Typically these types of containers are very quick to access, but slow to build compared to the 'vector of vectors' approach to connectivity, however, you are guaranteed good cache hitting for sequential lookups and no memory hops' which may occur in a vector of vectors layout (especially if connectivity changes during run time with no management). Further, the reason for not going for Kokko's multidimensional view is due to them having to be 'square' (fixed cardinality in each dimension), which is not the general case for CFD unstructured meshes. Further, the library discourages an equivalent 'vector of vectors' approach, a 'view of views'.

Example Usage:

NeoFOAM::localAdjacency<false> cell_cell; // undirected graph
cell_cell.insert(1, 2); // adds connection between cell 1 and cell 2.

localIdx x = cell_cell(1)(0); // x = 2    - we can try use the subscript operators[], I prefer the square brackets tbh.
localIdx x = cell_cell(2)(0); // x = 1
size_t cell_cell(0).size(); // = 0
size_t cell_cell(1).size(); // = 1
size_t cell_cell(2).size(); // = 1

NeoFOAM::localAdjacency<true> cell_face; // directed graph read as cell-to-face connectivity.
cell_face.insert(1, 2); // adds a connection between cell 1 and face 2 (importantly not the reverse).

localIdx x = cell_face(1)(0); // x = 2
size_t cell_face(0).size(); // = 0
size_t cell_face(1).size(); // = 1
size_t cell_face(2).size(); // = 0

This still to do:

Finally, I am struggling with cuda enabled Kokkos, more on the Cuda side, so I have not started on benchmarking.

HenningScheufler commented 7 months ago

Thanks Bevan it look really good!
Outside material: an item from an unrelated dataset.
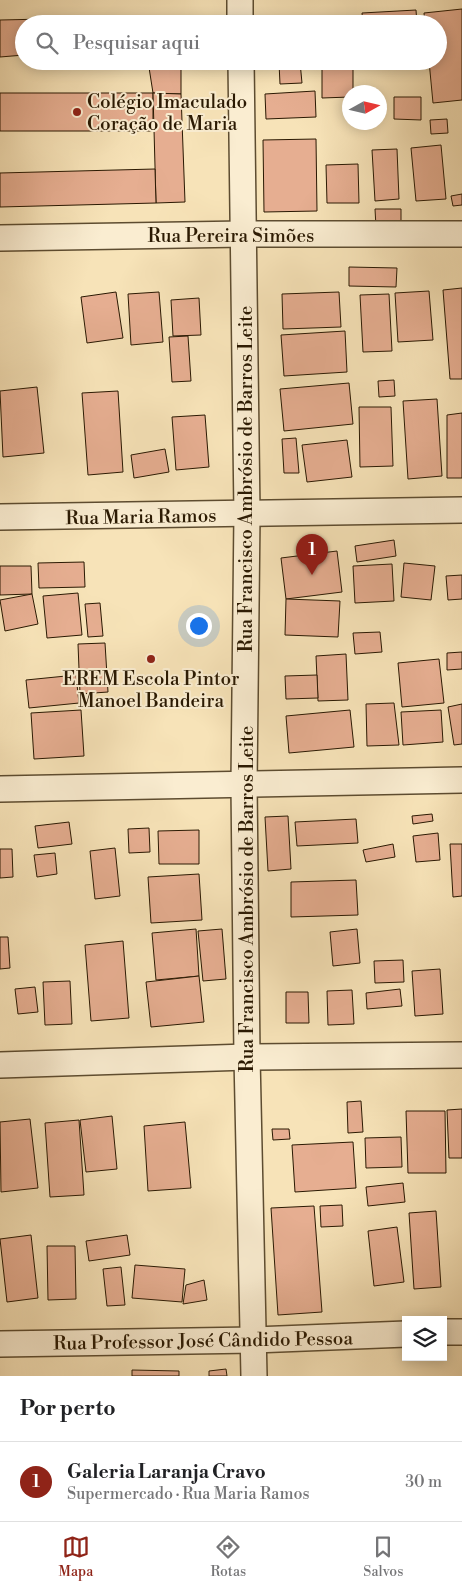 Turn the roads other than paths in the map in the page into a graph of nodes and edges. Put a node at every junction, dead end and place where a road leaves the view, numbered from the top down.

I will merge it into proof of concept and will try to test it with the gradientOperator,

The face based approach requires atomics that where about a factor 2 hit on performance and cell_face stencil atomics are not required.

bevanwsjones commented 7 months ago

So I am going to slim down the requirements for this pull request in the interest of speed. I will open an issue for the remaining items - I have added them to the class todo list.

Currently the only remaining issue I think there is, is to ensure the constructors check and correct adjacency ordering. From there I think it's pretty much good to go, unless there are other points. :) Also need some guidance on commenting - now that we using Sphinx etc.

New issue tasks (after this pr):

bevanwsjones commented 6 months ago

One or two further things to sort out:

  1. What is the approach to error handling, do we throw or terminate and do we have a set of 'maco' like functions to aid in standardising the approach?
  2. How do we death test? Currently, I have not added death tests because gtest complains (understandably so).
  3. What is the approach to testing considering test coverage good enough? I have checked the 'testing' checkbox complete, but there definitely could be further coverage.
HenningScheufler commented 6 months ago

can you change the pull request so it merges into proofofconcept?

bevanwsjones commented 6 months ago

can you change the pull request so it merges into proofofconcept?

is this correct - or does it need to go to GPL?